Allure’s latest spread is causing a lot of concern around the Internet, with many people thinking it promotes cultural appropriation.
In a spread, the magazine purports to show women with straight hair how to get an afro. Instead of doing a story on how the afro, which comes natural to many Black women, is becoming more accepted in popular culture, thanks to the natural hair movement, Allure used a White model with a styled ‘fro.
People are not happy about it at all.
Allure magazine and their "YOU CAN HAVE AN AFRO TOO" article is a pure example of culture appropriation.
— Muriel Wandey (@SayWhat_Wandey) August 4, 2015
— Angela (@angieadoptee) August 3, 2015
— C Slattery (@Legs_for_days) August 2, 2015
I’ve seen a lot of people who just don’t understand what the backlash is about. As we saw with Rachel Dolezal, hair is not just hair to Black women. It means so much more to us because we often struggle with our mane identity.
So, as a Black woman, I’m going to try to explain why hair is so important to us.
Most Black women go through a hair journey at some point in their life. Until recently, there were never even any options in magazines (other than ones that solely covered Black hair) for tutorials geared at women who have natural hair.
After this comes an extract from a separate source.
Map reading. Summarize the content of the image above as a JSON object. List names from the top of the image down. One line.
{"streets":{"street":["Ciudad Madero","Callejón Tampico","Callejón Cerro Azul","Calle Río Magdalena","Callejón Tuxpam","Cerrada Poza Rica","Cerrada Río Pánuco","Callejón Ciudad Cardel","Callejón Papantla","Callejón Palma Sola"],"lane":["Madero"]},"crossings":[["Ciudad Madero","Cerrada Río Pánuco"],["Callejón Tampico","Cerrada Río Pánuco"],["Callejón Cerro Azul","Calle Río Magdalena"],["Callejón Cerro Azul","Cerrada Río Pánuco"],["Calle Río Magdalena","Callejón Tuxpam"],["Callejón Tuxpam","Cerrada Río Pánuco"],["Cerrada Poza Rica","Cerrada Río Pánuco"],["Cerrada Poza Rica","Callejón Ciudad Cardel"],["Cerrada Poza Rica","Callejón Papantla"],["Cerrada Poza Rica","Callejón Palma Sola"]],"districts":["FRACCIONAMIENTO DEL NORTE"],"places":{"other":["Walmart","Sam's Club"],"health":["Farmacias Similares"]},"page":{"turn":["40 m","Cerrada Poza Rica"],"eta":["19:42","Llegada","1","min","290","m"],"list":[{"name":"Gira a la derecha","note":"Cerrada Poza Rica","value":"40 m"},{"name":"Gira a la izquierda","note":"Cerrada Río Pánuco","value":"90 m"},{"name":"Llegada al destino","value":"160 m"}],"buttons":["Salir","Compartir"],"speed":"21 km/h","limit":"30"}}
It’s still not even common to see that as an option, along with any tips for styling relaxed hair. When you grow up without that representation, you start to think something is wrong with your natural hair and equate the straight, shiny hair that many of the hair models have as the ideal. The problem is that those models are White, so our hair will never look like theirs, even if we do get it chemically relaxed. That adds to an ingrained self-hatred we develop because race is a social construct create with being White as the pinnacle. Especially back when I was growing up, being a Black woman with natural hair was looked down upon (by people of all races) and magazines preached that you wouldn’t get a job if you had an afro.
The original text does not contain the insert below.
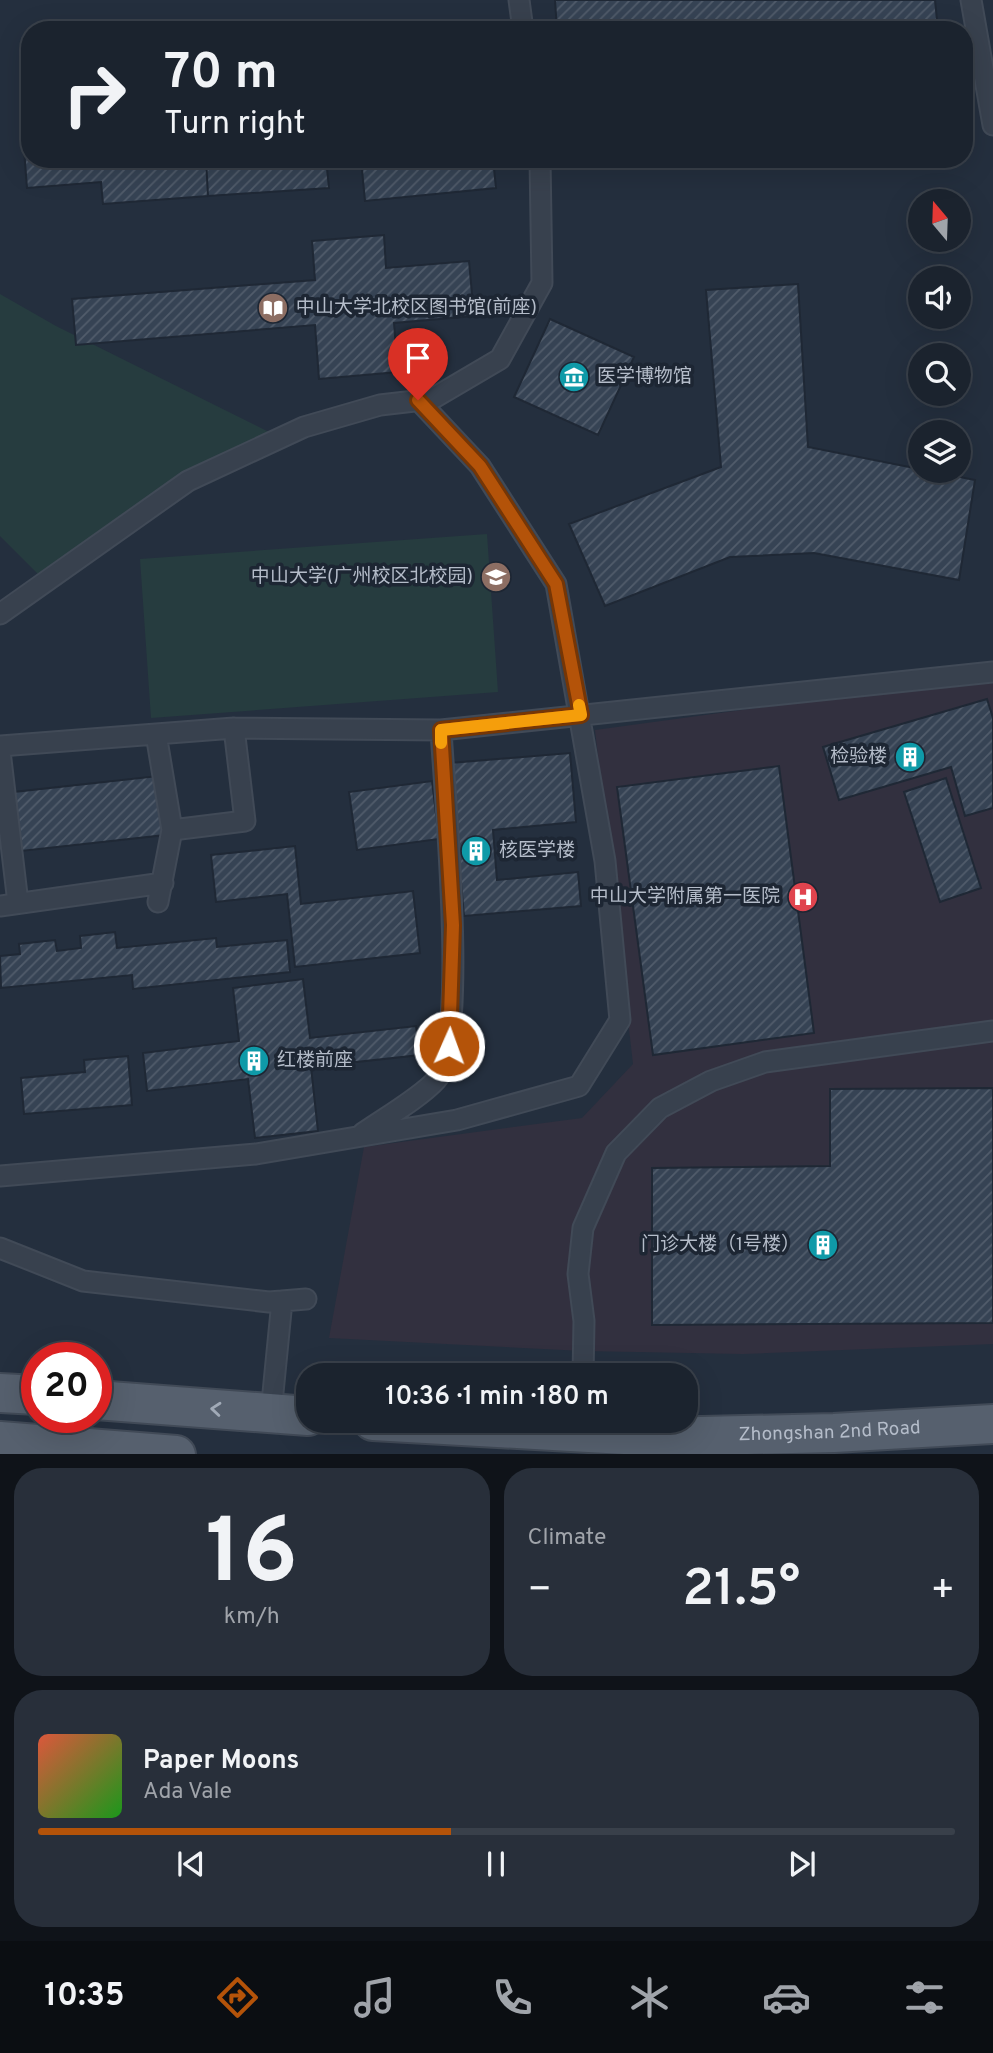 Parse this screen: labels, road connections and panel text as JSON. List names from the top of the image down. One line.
{"streets":{"main road":["Zhongshan 2nd Road"]},"places":{"library":["中山大学北校区图书馆(前座)"],"museum":["医学博物馆"],"school or university":["中山大学(广州校区北校园)"],"building":["检验楼","核医学楼","红楼前座","门诊大楼（1号楼）"],"hospital":["中山大学附属第一医院"]},"north":"top","page":{"turn":["70 m","Turn right"],"limit":"20","trip":"10:36 · 1 min · 180 m","tile":[["16","km/h"],"Climate"],"heat":["−","21.5°","+"],"song":["Paper Moons","Ada Vale"],"tabs":"10:35"}}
When I was very young, I started to get my hair relaxed because my doctor said the heaviness was giving me migraines. But when my head grew into my hair, I was still relaxing it and straightening it because I thought I had to hate my natural hair. Society seemed to hate it, so why should I love it?
Then, I went to college and was introduced to the natural hair movement. It made me consider why I’d been straightening my hair for so many years and figure out if I was doing it for the right reasons. The best way for me to go through my hair journey was to try going natural, which I did, although I never completed the transition. I was a little nervous about starting to bring back my bushy curls, but I wanted to build my confidence in who I was naturally first.
In the end, I decided to go back to straightening my hair because I’m awful with hair, as well as constantly busy with my two jobs, and my hair is a lot to manage when it’s thick, but now I love it any way it’s done. I no longer have that self-hatred poured into my soul by the media’s reluctance to really show diversity in hair. But that was a lesson it took two decades for me to learn.
That’s why it’s so insulting for a hairstyle Allure has basically ignored in the past when it grows naturally on the heads of many Black women to suddenly be legitimized when a White woman rocks it. I can’t blame those women born with the privilege to have hair seen in magazines because it’s not their fault that’s the desired look, but that doesn’t mean we should accept things for the way they are. We can’t move toward equality without having these candid discussions and empathy for those of us who feel offended by this behavior.
Hair is only just hair when you’re born with hair like the women we’re inundated with on television and in magazines. Otherwise, it’s a symbol of turning self-hatred to self-love and we shouldn’t exploit that just because we’re in the mood to wear an afro.